### [DATA EXCERPTS]
<<<<

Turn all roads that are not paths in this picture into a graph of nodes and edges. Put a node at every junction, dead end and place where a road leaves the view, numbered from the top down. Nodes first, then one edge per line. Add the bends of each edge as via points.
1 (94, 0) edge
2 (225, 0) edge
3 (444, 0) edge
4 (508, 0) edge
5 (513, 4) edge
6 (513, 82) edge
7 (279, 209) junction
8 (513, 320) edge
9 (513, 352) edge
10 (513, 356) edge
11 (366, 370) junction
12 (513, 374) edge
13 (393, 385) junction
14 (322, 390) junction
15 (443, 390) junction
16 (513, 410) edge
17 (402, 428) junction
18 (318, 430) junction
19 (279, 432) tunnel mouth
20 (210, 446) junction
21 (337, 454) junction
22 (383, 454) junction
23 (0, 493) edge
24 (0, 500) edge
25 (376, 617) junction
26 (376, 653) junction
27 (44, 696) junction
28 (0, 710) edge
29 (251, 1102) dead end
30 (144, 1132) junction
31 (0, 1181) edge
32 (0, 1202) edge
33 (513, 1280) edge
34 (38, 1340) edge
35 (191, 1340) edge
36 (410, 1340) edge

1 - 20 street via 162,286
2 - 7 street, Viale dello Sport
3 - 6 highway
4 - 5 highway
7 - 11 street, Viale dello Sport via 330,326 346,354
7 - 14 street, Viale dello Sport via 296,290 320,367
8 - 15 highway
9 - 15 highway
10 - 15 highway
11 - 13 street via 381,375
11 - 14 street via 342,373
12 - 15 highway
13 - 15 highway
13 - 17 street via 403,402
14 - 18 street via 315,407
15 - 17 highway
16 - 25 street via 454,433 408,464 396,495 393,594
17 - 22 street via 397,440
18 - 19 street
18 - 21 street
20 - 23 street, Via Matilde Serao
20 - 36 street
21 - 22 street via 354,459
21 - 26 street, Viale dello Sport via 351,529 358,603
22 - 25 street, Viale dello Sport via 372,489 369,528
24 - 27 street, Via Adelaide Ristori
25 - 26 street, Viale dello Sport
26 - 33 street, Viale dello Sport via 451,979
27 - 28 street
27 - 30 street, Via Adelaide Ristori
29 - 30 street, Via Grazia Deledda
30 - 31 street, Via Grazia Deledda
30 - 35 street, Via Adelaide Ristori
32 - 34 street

>>>>

Lines with the word "Deledda": copy each one from the data above.

29 - 30 street, Via Grazia Deledda
30 - 31 street, Via Grazia Deledda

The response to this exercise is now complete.